Problem to solve.
Copy each line of the records that includes "Parkway".

Data extracted from a collection.
---

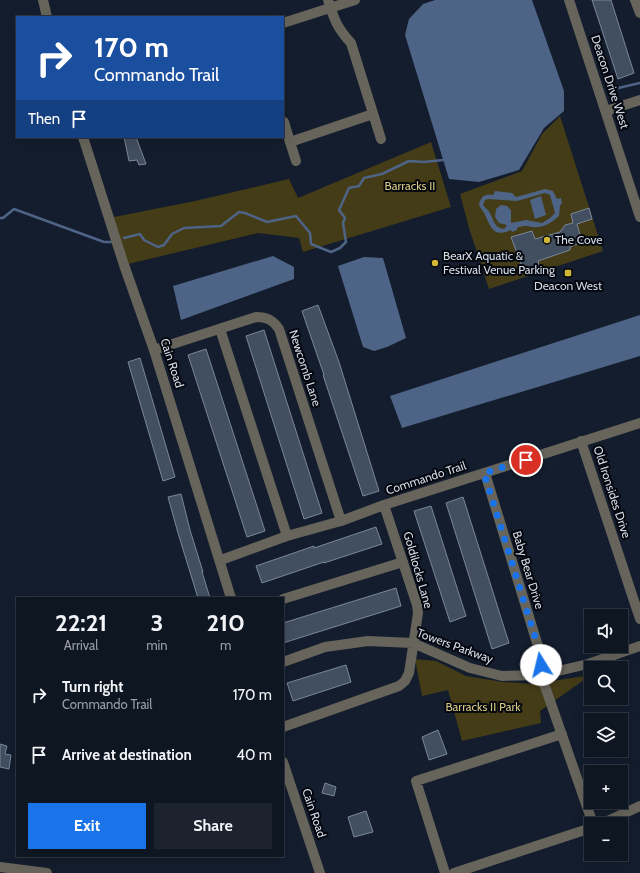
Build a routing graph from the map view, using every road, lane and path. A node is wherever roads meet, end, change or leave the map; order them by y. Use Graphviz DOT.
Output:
graph roads {
  1 [pos="43,0"];
  2 [pos="354,0"];
  3 [pos="569,0"];
  4 [pos="636,0"];
  5 [pos="329,4"];
  6 [pos="640,13"];
  7 [pos="47,16"];
  8 [pos="284,23"];
  9 [pos="640,100"];
  10 [pos="606,111"];
  11 [pos="373,114"];
  12 [pos="284,122"];
  13 [pos="84,138"];
  14 [pos="381,139"];
  15 [pos="290,142"];
  16 [pos="296,160"];
  17 [pos="640,217"];
  18 [pos="220,329"];
  19 [pos="154,350"];
  20 [pos="640,423"];
  21 [pos="581,441"];
  22 [pos="484,473"];
  23 [pos="384,505"];
  24 [pos="341,521"];
  25 [pos="287,536"];
  26 [pos="220,560"];
  27 [pos="403,562"];
  28 [pos="231,597"];
  29 [pos="284,599"];
  30 [pos="640,619"];
  31 [pos="413,643"];
  32 [pos="640,646"];
  33 [pos="284,662"];
  34 [pos="541,675"];
  35 [pos="284,727"];
  36 [pos="562,734"];
  37 [pos="284,765"];
  38 [pos="640,806"];
  39 [pos="591,817"];
  40 [pos="616,817"];
  41 [pos="584,830"];
  42 [pos="0,866"];
  43 [pos="47,873"];
  44 [pos="320,873"];
  45 [pos="445,873"];
  46 [pos="454,873"];
  1 -- 7 [label="street"];
  2 -- 5 [label="street"];
  3 -- 10 [label="street, Deacon Drive West"];
  4 -- 6 [label="street"];
  5 -- 8 [label="street"];
  5 -- 11 [label="street"];
  9 -- 10 [label="street"];
  10 -- 17 [label="street, Deacon Drive West"];
  11 -- 14 [label="street"];
  11 -- 15 [label="street"];
  12 -- 15 [label="street"];
  13 -- 19 [label="street, Cain Road"];
  15 -- 16 [label="street"];
  18 -- 19 [label="street, Newcomb Lane"];
  18 -- 24 [label="street, Newcomb Lane"];
  18 -- 25 [label="street"];
  19 -- 26 [label="street, Cain Road"];
  20 -- 21 [label="street, Commando Trail"];
  21 -- 22 [label="street, Commando Trail"];
  21 -- 30 [label="street, Old Ironsides Drive"];
  22 -- 23 [label="street, Commando Trail"];
  22 -- 34 [label="street, Baby Bear Drive"];
  23 -- 24 [label="street, Commando Trail"];
  23 -- 27 [label="street, Goldilocks Lane"];
  24 -- 25 [label="street, Commando Trail"];
  25 -- 26 [label="street, Commando Trail"];
  26 -- 28 [label="street, Cain Road"];
  27 -- 29 [label="street"];
  27 -- 31 [label="street, Goldilocks Lane"];
  31 -- 33 [label="street, Towers Parkway"];
  31 -- 34 [label="street, Towers Parkway"];
  31 -- 35 [label="street, Goldilocks Lane"];
  32 -- 34 [label="street, Towers Parkway"];
  34 -- 36 [label="street, Baby Bear Drive"];
  36 -- 39 [label="street, Baby Bear Drive"];
  36 -- 45 [label="street"];
  37 -- 44 [label="street, Cain Road"];
  38 -- 40 [label="street"];
  41 -- 46 [label="street"];
  42 -- 43 [label="street"];
}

---

Your response.
  31 -- 33 [label="street, Towers Parkway"];
  31 -- 34 [label="street, Towers Parkway"];
  32 -- 34 [label="street, Towers Parkway"];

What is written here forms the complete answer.